Run the PovEdge application
We first need to compute the required informations (the edge structure, see "How it works") and to generate all the needed files. To do this :
  1. Launch PovEdge  
  2. Choose the input file (which must contain one or several 'mesh2' declarations for which you want the edges rendered). By default, the output directory will be the same as the one of the input file, you can change it if needed.
  3. It is recommended to select the 'add filename' option: PovEdge will then append the name of the input file to the name of the edge objects and of the declaration file. However, if your file contains only a single mesh2 declaration, and if you want to keep the names as simple as possible, don't select the 'add filename' option.
  4. Hit the 'Run' button. PovEdge will parse your input file for 'mesh2' declarations, and will generate all the needed files for each mesh. A progress bar at the bottom shows how things are going.
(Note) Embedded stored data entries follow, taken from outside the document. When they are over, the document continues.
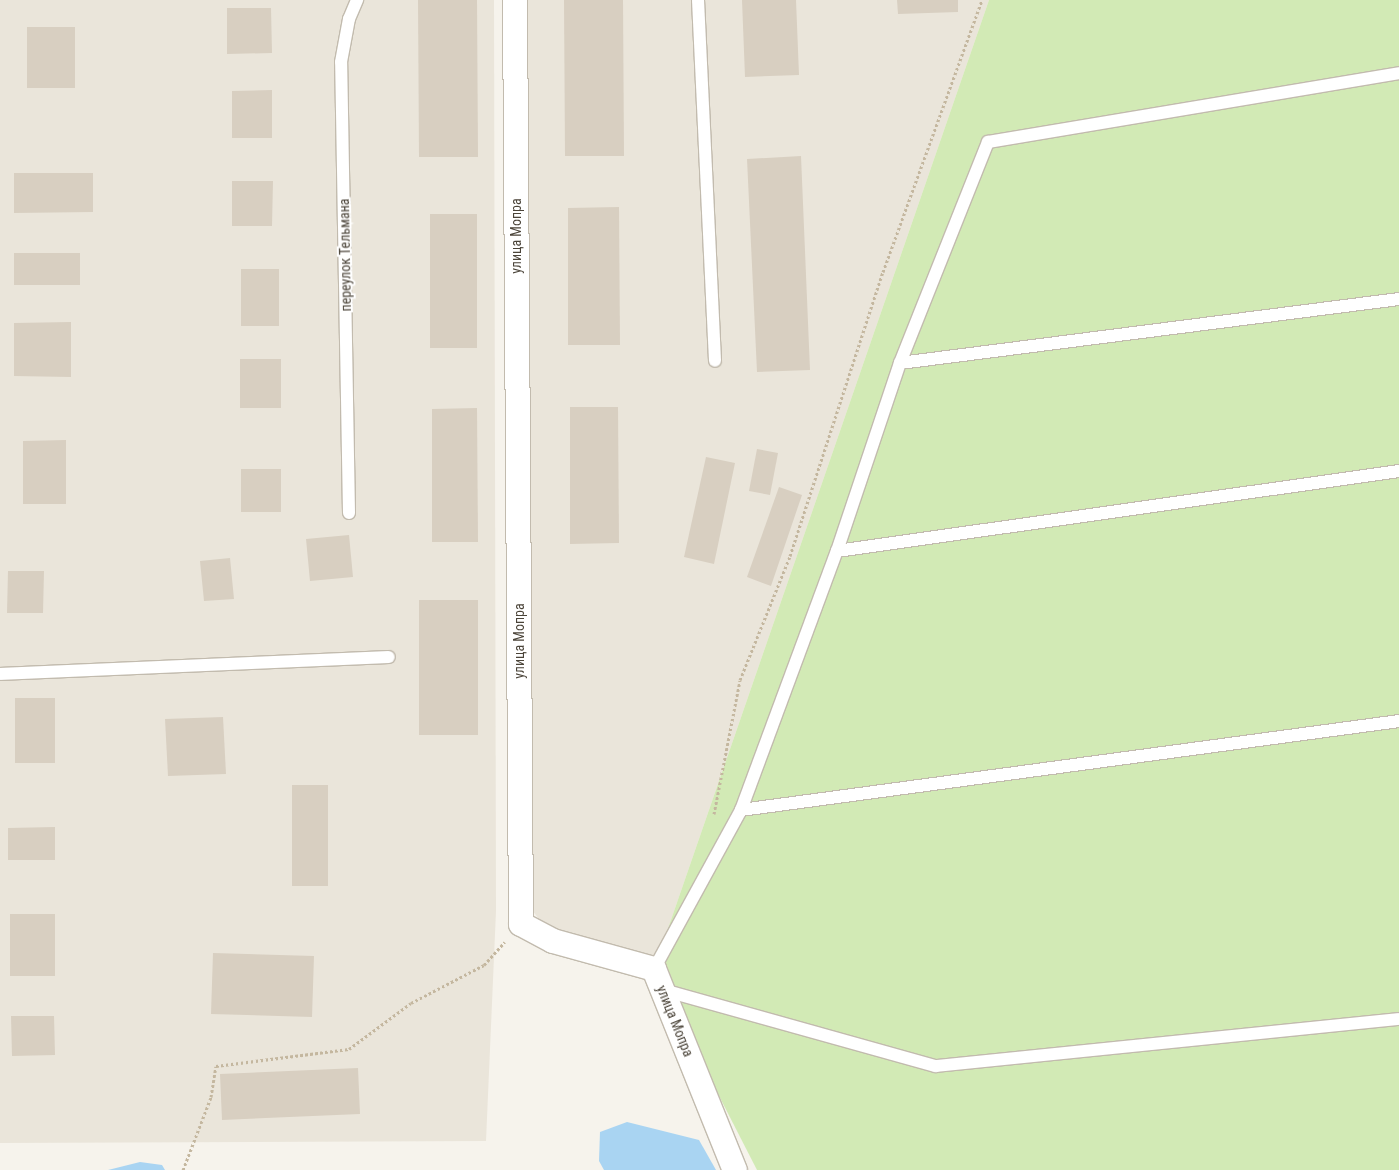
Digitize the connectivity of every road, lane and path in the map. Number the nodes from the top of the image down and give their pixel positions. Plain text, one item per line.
1 (358, 0) edge
2 (515, 0) edge
3 (698, 0) edge
4 (982, 0) edge
5 (1399, 73) edge
6 (1399, 300) edge
7 (715, 360) dead end
8 (900, 363) junction
9 (1399, 471) edge
10 (350, 513) dead end
11 (837, 551) junction
12 (389, 657) dead end
13 (0, 674) edge
14 (1399, 721) edge
15 (741, 810) junction
16 (713, 817) dead end
17 (521, 924) junction
18 (658, 979) junction
19 (1399, 1019) edge
20 (183, 1170) edge
21 (735, 1170) edge

1 - 10 lane, переулок Тельмана
2 - 17 street, улица Мопра
3 - 7 lane
4 - 16 path
5 - 8 lane
6 - 8 lane
8 - 11 lane
9 - 11 lane
11 - 15 lane
12 - 13 lane
14 - 15 lane
15 - 18 lane
17 - 18 street, улица Мопра
17 - 20 path
18 - 19 lane
18 - 21 street, улица Мопра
Note that for a very big mesh, it may take a little while (~a few minutes).
  5. That's it ! You now have all the files you need, so quit the PovEdge application, and go now to your Pov scene file.

Add declarations in the Pov scene file

A few things need to be declared for the macro computing the edges. See the example scene file for an example of these declarations.
  1. The effective point of vue must be declared as 'PdV1'. As the silhouette edge depends on the point of view, the macro needs to know its location, and it must have the name 'PdV1'. If no transformations are applied to the mesh2 objects, then PdV1 is simply the location of the camera. However, if some transformations (like scale, translate, rotate) are applied, then PdV1 is obtained from the location of the camera by applying the inverse transformations in reverse order. See the Transformations page for more informations and examples.
  2. You need to define the scale for the width of the edges, with the parameters 'EdScale' (for the silhouette edges) and 'EdNScale' (for the crease edges). If you don't define these, they have the default value of 1, but the correct value depends on your scene scale, and of course on how thin/wide you want the edges to appear. The radius of the cylinders forming the edges are multiplied by EdScale (silhouette edge) or EdNScale (crease edge).
  3. You must now include the file "declarations_myfile.inc", where 'myfile' is the name of your input file (without the '.inc'). This must be done after steps 1 and 2. This include file contains all the necessary declarations and includes to get the edge objects calculated. For a basic use, you don't need to look at the contents of this file. However, a lot of fine tuning can be done by making some changes directly to this file.
  4. Simply add 'object{Edges_myfile} ', and the edges will be added to your scene. Note that you also have to keep your standard mesh object, otherwise all the edges will be visible. If you apply transformations to your mesh objects, the same should be applied to the object 'Edges_myfile".  
  5. Two optional but useful parameters: 'EdThresh' and 'EdBorder'. These two parameters have to be defined before step 3 if you want another value than the default one. 'EdThresh' defines the threshold for the crease edge, and should be between  0 and 1. A value of 0 means no crease edges at all, while 1 means that all edges are crease edges (this gives a wireframe version of the mesh). Default value is 0.6. 'EdBorder' defines whether edges that form a border (for example for a mesh with holes) are shown or not. 1 means these border edges are shown, 0 means they are not shown.